Example 4: Find repositories of a particular class. AppRisk - Example filtering

Example 5: Find repositories where the code repository topic contains "payment" AppRisk - tag example

Example 6: Utilize Application and other Backstage related fields context from Backstage to view related assets.

AppRisk - Inventory - filter by application

AppRisk - Inventory - Catalog Name

Additional columns added

The following features have been added since the initial recording:

  • Repository freshness
    • An active repository is where commits have been made in the last 3 months.
    • Inactive repository: Last commits were in between the last 3 to 6 months.
    • Dormant repository: No commits in the last 6 months.
    • Blank indicates that it was detected via Snyk and not the SCM integration
  • Asset source which indicates the data source of the asset.
    • A repository asset can be from only Snyk, Snyk and a SCM tool, or only a given SCM tool
    • A scanned artifact is going to have a single source, likely Snyk
    • A package currently has a single source, Snyk

Create policies

To create a policy, click Policy on the left hand menu,then select the Asset tab at the top.

Policies generally fall under four categories

  • Sending a notification via Email or Slack
  • Setting a tag that assists with filtering or defining policies
  • Setting a classification, indicating the importance of an application
  • Setting a coverage policy to determine what controls are run and, optionally, frequency they must be run

You can find common policy examples and suggested settings in the documentation for AppRisk policies.

  • Click into each item listed for more information on the relevant usecase

The following videos provide examples and tips for creating policies.
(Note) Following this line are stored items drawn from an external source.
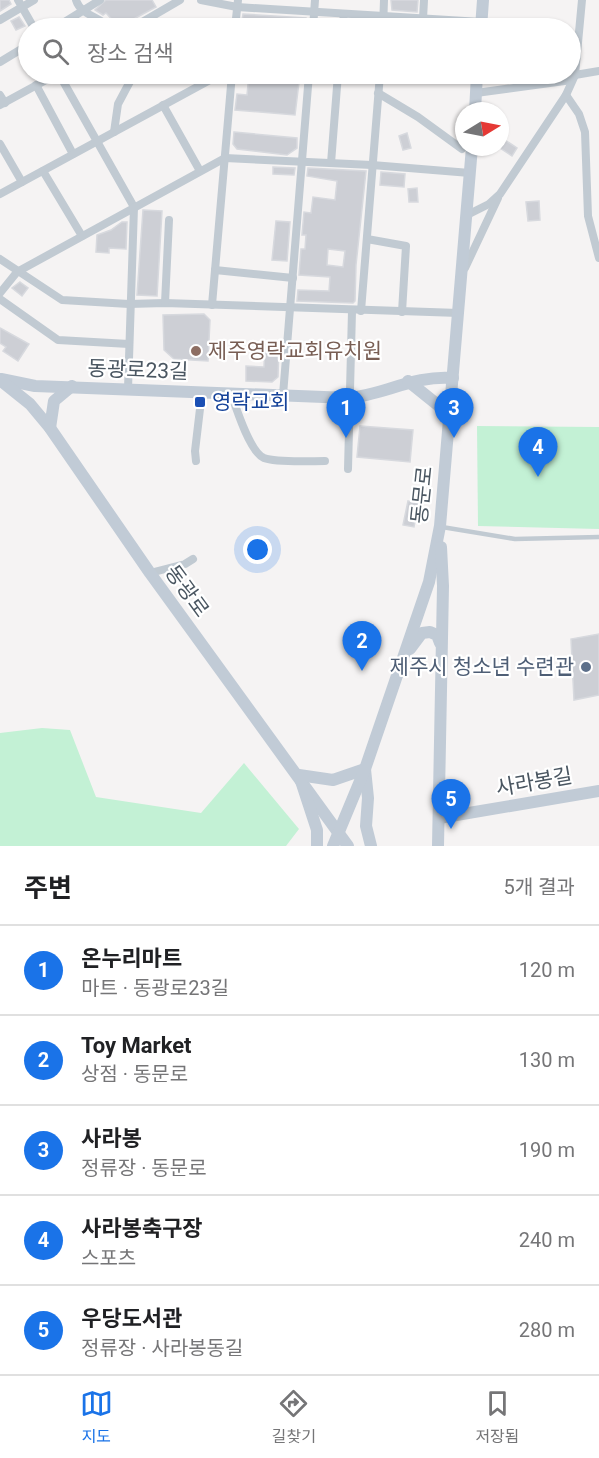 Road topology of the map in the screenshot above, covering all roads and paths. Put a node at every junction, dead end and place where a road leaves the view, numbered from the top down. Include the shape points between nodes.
1 (34, 0) edge
2 (76, 0) edge
3 (100, 0) edge
4 (180, 0) edge
5 (201, 0) edge
6 (278, 0) edge
7 (315, 0) edge
8 (384, 0) edge
9 (424, 0) edge
10 (483, 0) edge
11 (582, 0) edge
12 (20, 4) edge
13 (237, 4) edge
14 (277, 10) junction
15 (84, 11) junction
16 (314, 12) junction
17 (344, 14) junction
18 (384, 17) junction
19 (28, 18) edge
20 (72, 18) edge
21 (97, 18) edge
22 (149, 18) edge
23 (314, 18) edge
24 (343, 18) edge
25 (404, 18) edge
26 (423, 18) edge
27 (482, 18) edge
28 (580, 18) edge
29 (0, 20) edge
30 (18, 51) edge
31 (0, 62) edge
32 (599, 71) edge
33 (581, 76) edge
34 (64, 84) edge
35 (129, 84) edge
36 (203, 84) edge
37 (231, 84) edge
38 (308, 84) edge
39 (337, 84) edge
40 (379, 84) edge
41 (476, 84) edge
42 (534, 84) edge
43 (571, 84) edge
44 (36, 85) joint
45 (378, 93) junction
46 (476, 93) junction
47 (566, 95) junction
48 (2, 101) edge
49 (476, 102) edge
50 (163, 105) junction
51 (114, 132) junction
52 (97, 141) junction
53 (0, 144) edge
54 (455, 144) edge
55 (73, 154) junction
56 (471, 156) edge
57 (225, 158) junction
58 (302, 161) junction
59 (331, 163) junction
60 (372, 165) junction
61 (43, 171) junction
62 (200, 171) junction
63 (470, 173) junction
64 (22, 182) junction
65 (0, 194) edge
66 (500, 194) junction
67 (134, 207) junction
68 (467, 215) junction
69 (169, 220) dead end
70 (82, 236) junction
71 (366, 238) junction
72 (599, 258) edge
73 (0, 260) edge
74 (215, 270) junction
75 (17, 272) junction
76 (462, 274) junction
77 (293, 278) junction
78 (0, 292) edge
79 (0, 299) edge
80 (165, 303) junction
81 (129, 304) junction
82 (212, 305) junction
83 (290, 307) junction
84 (356, 311) junction
85 (402, 312) junction
86 (459, 313) junction
87 (129, 344) junction
88 (453, 378) junction
89 (0, 379) edge
90 (408, 381) junction
91 (72, 386) junction
92 (128, 389) junction
93 (202, 392) junction
94 (231, 393) junction
95 (283, 395) junction
96 (349, 398) junction
97 (449, 414) junction
98 (50, 428) junction
99 (196, 461) dead end
100 (325, 461) dead end
101 (348, 469) dead end
102 (440, 526) junction
103 (599, 537) edge
104 (193, 559) dead end
105 (150, 573) junction
106 (440, 643) junction
107 (403, 659) junction
108 (365, 769) junction
109 (298, 775) junction
110 (599, 791) edge
111 (439, 818) junction
112 (338, 832) junction
113 (317, 846) edge
114 (333, 846) edge
115 (348, 846) edge
116 (371, 846) edge
117 (438, 846) edge

1 - 12 street
2 - 15 street
3 - 15 street
4 - 22 street
5 - 13 street
6 - 14 street
7 - 16 street
8 - 18 street
9 - 26 street
10 - 27 main road
11 - 28 street
12 - 19 street
12 - 29 street
13 - 14 street
14 - 16 street
15 - 20 street
15 - 21 street
16 - 17 street
16 - 23 street
17 - 18 street
17 - 24 street
18 - 25 street
30 - 31 street
32 - 33 street
34 - 52 street
35 - 51 street via 118,104
36 - 50 street
37 - 57 street
38 - 58 street
39 - 59 street
40 - 45 street
41 - 46 main road
42 - 46 street
43 - 47 street
44 - 48 street
44 - 55 street
45 - 54 street
45 - 60 street
46 - 49 main road
47 - 66 street
47 - 72 street via 585,132 588,216
50 - 51 street
50 - 62 street
51 - 52 street
52 - 55 street
52 - 67 street
53 - 64 street
55 - 61 street
56 - 63 main road, 동문로
57 - 58 street
57 - 62 street
57 - 74 street
58 - 59 street
58 - 77 street
59 - 60 street
60 - 63 street
60 - 71 street
61 - 64 street
61 - 70 street
62 - 67 street
63 - 68 main road, 동문로
64 - 65 street
66 - 68 street
66 - 76 street
67 - 70 street
67 - 81 street
68 - 76 main road, 동문로
69 - 80 street
70 - 75 street
71 - 84 street
71 - 85 street via 406,246
73 - 75 street
74 - 77 street
74 - 82 street
75 - 78 street
75 - 81 street via 62,300
76 - 86 main road, 동문로
77 - 83 street
79 - 87 street via 58,340
80 - 81 street
80 - 82 street
81 - 87 street
82 - 83 street
83 - 84 street
83 - 95 street
84 - 85 street
84 - 96 street
85 - 86 street
86 - 88 main road, 동문로
87 - 92 street
88 - 90 main road, 동광로23길 via 432,376
88 - 97 main road, 동문로
89 - 91 main road, 동광로23길 via 35,386
89 - 98 main road, 동광로 via 30,404
90 - 96 main road, 동광로23길 via 371,395
90 - 97 main road
91 - 92 main road, 동광로23길
91 - 98 main road via 54,401
92 - 93 main road, 동광로23길
93 - 94 main road, 동광로23길
93 - 99 street
94 - 95 main road, 동광로23길
94 - 100 street via 240,424 257,453 265,459
95 - 96 main road, 동광로23길
96 - 101 street
97 - 102 main road, 동문로
98 - 105 main road, 동광로
102 - 103 lane via 515,539
102 - 106 main road
102 - 107 main road, 동문로 via 429,582
104 - 105 street
105 - 109 main road, 동광로
106 - 107 main road via 437,635 422,633
106 - 111 main road
107 - 108 main road, 동문로
108 - 109 main road via 333,780
108 - 112 main road, 동문로
108 - 116 main road via 366,826
109 - 112 main road, 동광로
109 - 113 main road via 317,830
110 - 111 main road, 사라봉길
111 - 117 main road
112 - 114 main road, 동문로
112 - 115 main road, 동광로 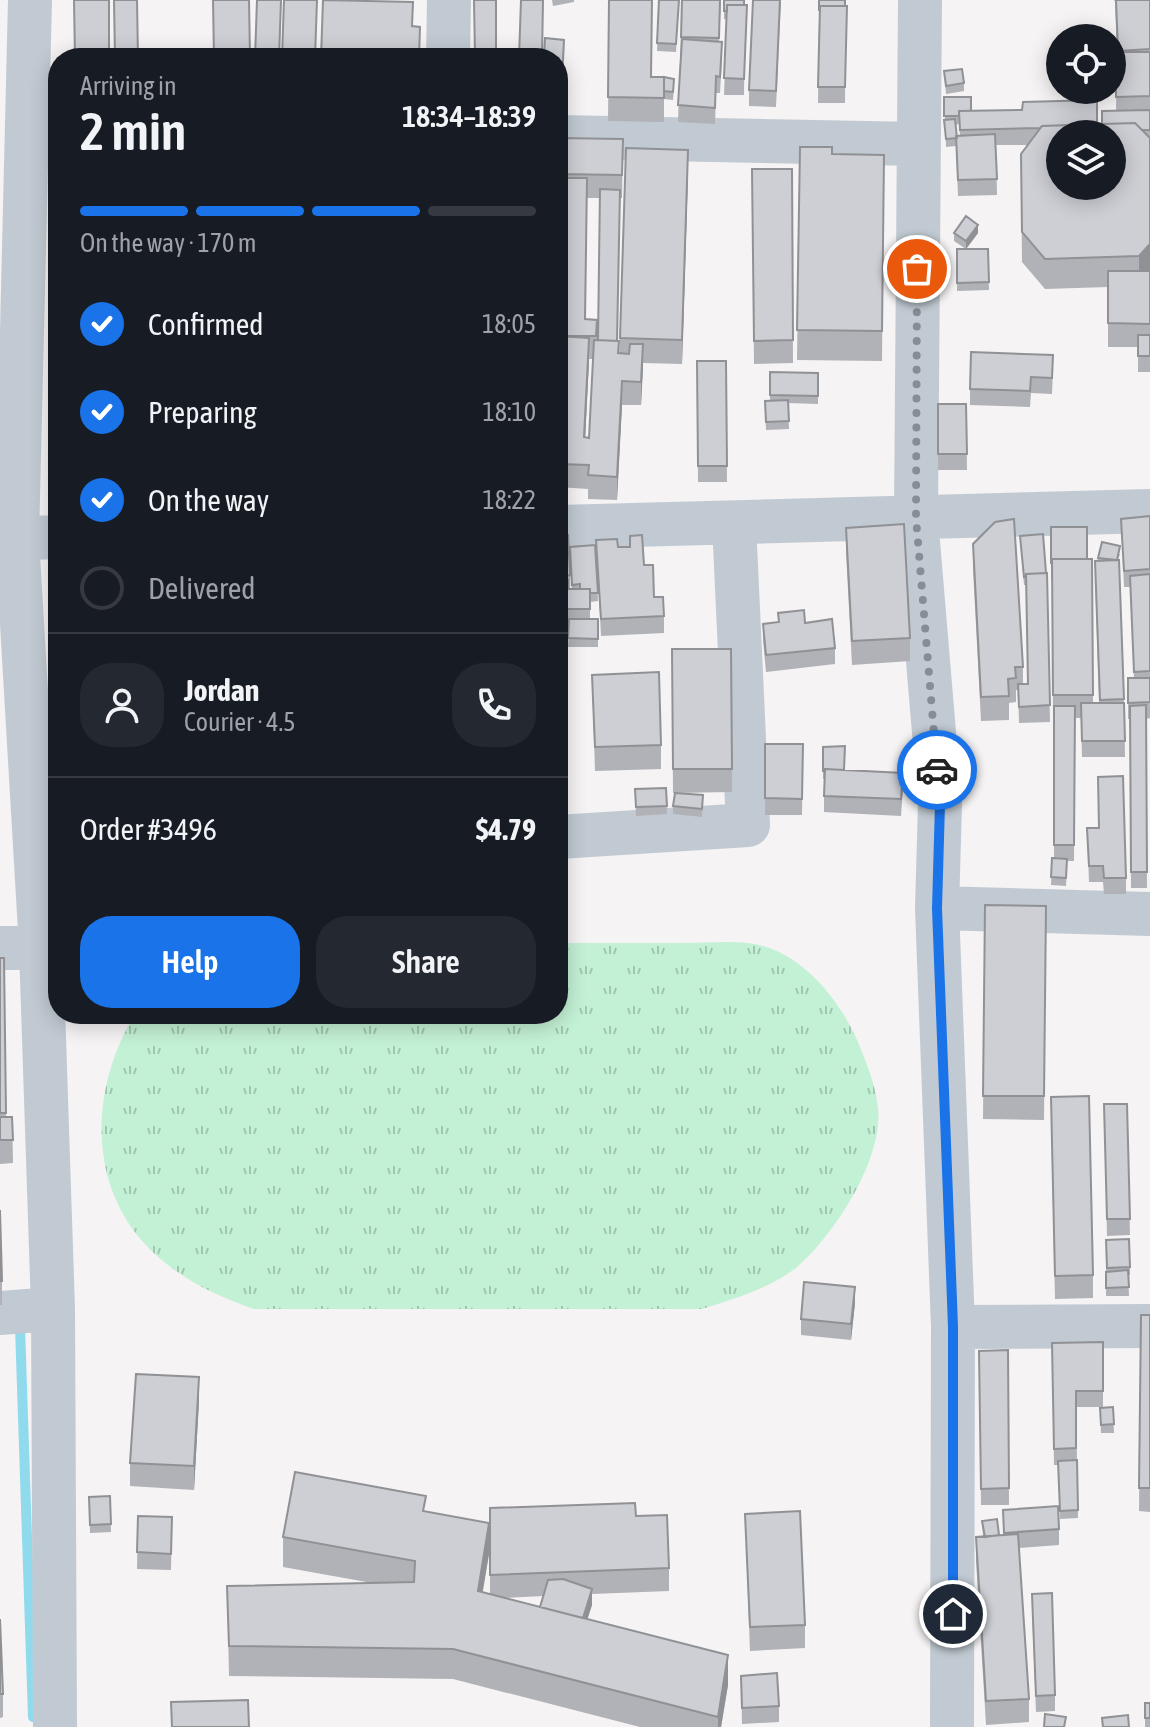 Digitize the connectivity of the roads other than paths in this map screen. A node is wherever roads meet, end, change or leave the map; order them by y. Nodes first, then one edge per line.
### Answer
1 (30, 0) edge
2 (449, 0) edge
3 (920, 0) edge
4 (448, 48) edge
5 (29, 124) edge
6 (568, 137) edge
7 (918, 144) junction
8 (1150, 511) edge
9 (916, 518) junction
10 (734, 523) junction
11 (568, 527) edge
12 (25, 538) edge
13 (568, 836) edge
14 (937, 908) junction
15 (1150, 914) edge
16 (21, 948) edge
17 (53, 1309) junction
18 (0, 1313) edge
19 (1150, 1326) edge
20 (953, 1327) junction
21 (55, 1727) edge
22 (952, 1727) edge

1 - 5 street
2 - 4 street
3 - 7 street
5 - 12 street
6 - 7 street
7 - 9 street
8 - 9 street
9 - 10 street
9 - 14 street
10 - 11 street
10 - 13 street
12 - 16 street
14 - 15 street
14 - 20 street
16 - 17 street
17 - 18 street
17 - 21 street
19 - 20 street
20 - 22 street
  • Policy overview (3m16s)
  • Policy editor (3m51s)
  • Policy editor - and,or filters (2min) . Please note that the "Name" field is now referred to as "Asset Name" in the filter selector.
  • Policy editor - Coverage policy example (2m5s)
  • Policy templates - created by Snyk for common policies and best practices. Learn how to use a policy template (1m26s)

Additional Tips

  • When creating policies checking for the use of Snyk Code or Snyk Open Source, be clear on the use case. Is it:
    • Coverage you are typically looking if all tools are in use
    • Coverage gaps are typically where one or more are not in use
  • Don't forget to filter by asset-type=repository in most cases. If you're using OR's in your rules you may need to create a higher level block to nest a rule with an OR in it.
  • Repository Name is using the Asset Name option when selecting "Contains" or "Not Contains"
  • The URL for a repository is identified by the Attribute when asset-type=repository
  • The default rescan for Snyk Open Source is one day, whereas Snyk Code is one week, and will rescan on merging pullrequest/mergerequest provided the webhook for the associated PR check is present. This potentially necessitates two policies being created for coverage.

See documentation for common implementation examples of policies

Reviewing and Prioritizing Issues

The Issues interface allows users to triage and prioritize what developers should fix first, with asset and issue-centric views that help AppSec teams quickly investigate what to fix first, enhanced by Snyk’s holistic risk scoring model.

Video: 4m 56s


The Asset Dashboard, found on the Group level main menu, provides an overall view of your coverage and provides quick access to where gaps may reside.

Important Considerations

The configuration options for SAST and SCA effectively "or" the controls, such that a repository is considered covered under these conditions

  • For SAST: Snyk Code or Snyk Infrastructure as Snyk Code is configured
  • For SCA: Snyk Open Source or Snyk Container is configured

You can configure the definition to be more strict, such that SAST is Snyk Code only, or SCA is Snyk Open Source, as desired.